*Work to complete:* Please return the records below exactly as they stand.

*Given records:*
◇ ◇ ◇ ◇ ◇

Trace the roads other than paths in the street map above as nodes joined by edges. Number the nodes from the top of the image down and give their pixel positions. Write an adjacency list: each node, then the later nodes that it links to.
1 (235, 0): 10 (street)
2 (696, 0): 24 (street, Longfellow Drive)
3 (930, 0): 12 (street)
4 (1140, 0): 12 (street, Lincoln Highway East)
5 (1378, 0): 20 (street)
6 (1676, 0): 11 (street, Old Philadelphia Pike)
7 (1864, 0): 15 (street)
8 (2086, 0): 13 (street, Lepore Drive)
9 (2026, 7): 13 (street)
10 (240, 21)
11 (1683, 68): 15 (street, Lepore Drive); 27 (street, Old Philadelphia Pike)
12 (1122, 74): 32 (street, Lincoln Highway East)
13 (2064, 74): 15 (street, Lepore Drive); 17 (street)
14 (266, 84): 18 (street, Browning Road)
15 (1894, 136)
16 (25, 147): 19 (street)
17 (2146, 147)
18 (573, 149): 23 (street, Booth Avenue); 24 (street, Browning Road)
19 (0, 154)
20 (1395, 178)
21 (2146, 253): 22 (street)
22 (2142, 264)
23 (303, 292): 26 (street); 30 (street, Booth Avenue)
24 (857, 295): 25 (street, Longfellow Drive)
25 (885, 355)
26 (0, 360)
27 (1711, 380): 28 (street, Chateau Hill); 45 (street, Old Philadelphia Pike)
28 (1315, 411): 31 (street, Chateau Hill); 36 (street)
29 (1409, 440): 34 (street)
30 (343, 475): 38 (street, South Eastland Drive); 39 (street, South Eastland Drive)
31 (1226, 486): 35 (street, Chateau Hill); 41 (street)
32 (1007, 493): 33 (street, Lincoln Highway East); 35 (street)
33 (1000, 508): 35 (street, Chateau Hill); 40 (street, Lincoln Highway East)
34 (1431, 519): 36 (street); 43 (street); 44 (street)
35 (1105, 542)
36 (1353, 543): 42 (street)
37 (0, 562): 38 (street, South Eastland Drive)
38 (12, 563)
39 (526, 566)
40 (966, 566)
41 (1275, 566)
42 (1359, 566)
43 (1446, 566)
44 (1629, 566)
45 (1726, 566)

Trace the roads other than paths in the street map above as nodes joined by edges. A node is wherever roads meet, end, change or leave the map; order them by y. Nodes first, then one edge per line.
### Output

◇ ◇ ◇ ◇ ◇

*Output:*
Trace the roads other than paths in the street map above as nodes joined by edges. Number the nodes from the top of the image down and give their pixel positions. Write an adjacency list: each node, then the later nodes that it links to.
1 (235, 0): 10 (street)
2 (696, 0): 24 (street, Longfellow Drive)
3 (930, 0): 12 (street)
4 (1140, 0): 12 (street, Lincoln Highway East)
5 (1378, 0): 20 (street)
6 (1676, 0): 11 (street, Old Philadelphia Pike)
7 (1864, 0): 15 (street)
8 (2086, 0): 13 (street, Lepore Drive)
9 (2026, 7): 13 (street)
10 (240, 21)
11 (1683, 68): 15 (street, Lepore Drive); 27 (street, Old Philadelphia Pike)
12 (1122, 74): 32 (street, Lincoln Highway East)
13 (2064, 74): 15 (street, Lepore Drive); 17 (street)
14 (266, 84): 18 (street, Browning Road)
15 (1894, 136)
16 (25, 147): 19 (street)
17 (2146, 147)
18 (573, 149): 23 (street, Booth Avenue); 24 (street, Browning Road)
19 (0, 154)
20 (1395, 178)
21 (2146, 253): 22 (street)
22 (2142, 264)
23 (303, 292): 26 (street); 30 (street, Booth Avenue)
24 (857, 295): 25 (street, Longfellow Drive)
25 (885, 355)
26 (0, 360)
27 (1711, 380): 28 (street, Chateau Hill); 45 (street, Old Philadelphia Pike)
28 (1315, 411): 31 (street, Chateau Hill); 36 (street)
29 (1409, 440): 34 (street)
30 (343, 475): 38 (street, South Eastland Drive); 39 (street, South Eastland Drive)
31 (1226, 486): 35 (street, Chateau Hill); 41 (street)
32 (1007, 493): 33 (street, Lincoln Highway East); 35 (street)
33 (1000, 508): 35 (street, Chateau Hill); 40 (street, Lincoln Highway East)
34 (1431, 519): 36 (street); 43 (street); 44 (street)
35 (1105, 542)
36 (1353, 543): 42 (street)
37 (0, 562): 38 (street, South Eastland Drive)
38 (12, 563)
39 (526, 566)
40 (966, 566)
41 (1275, 566)
42 (1359, 566)
43 (1446, 566)
44 (1629, 566)
45 (1726, 566)

Trace the roads other than paths in the street map above as nodes joined by edges. A node is wherever roads meet, end, change or leave the map; order them by y. Nodes first, then one edge per line.
### Output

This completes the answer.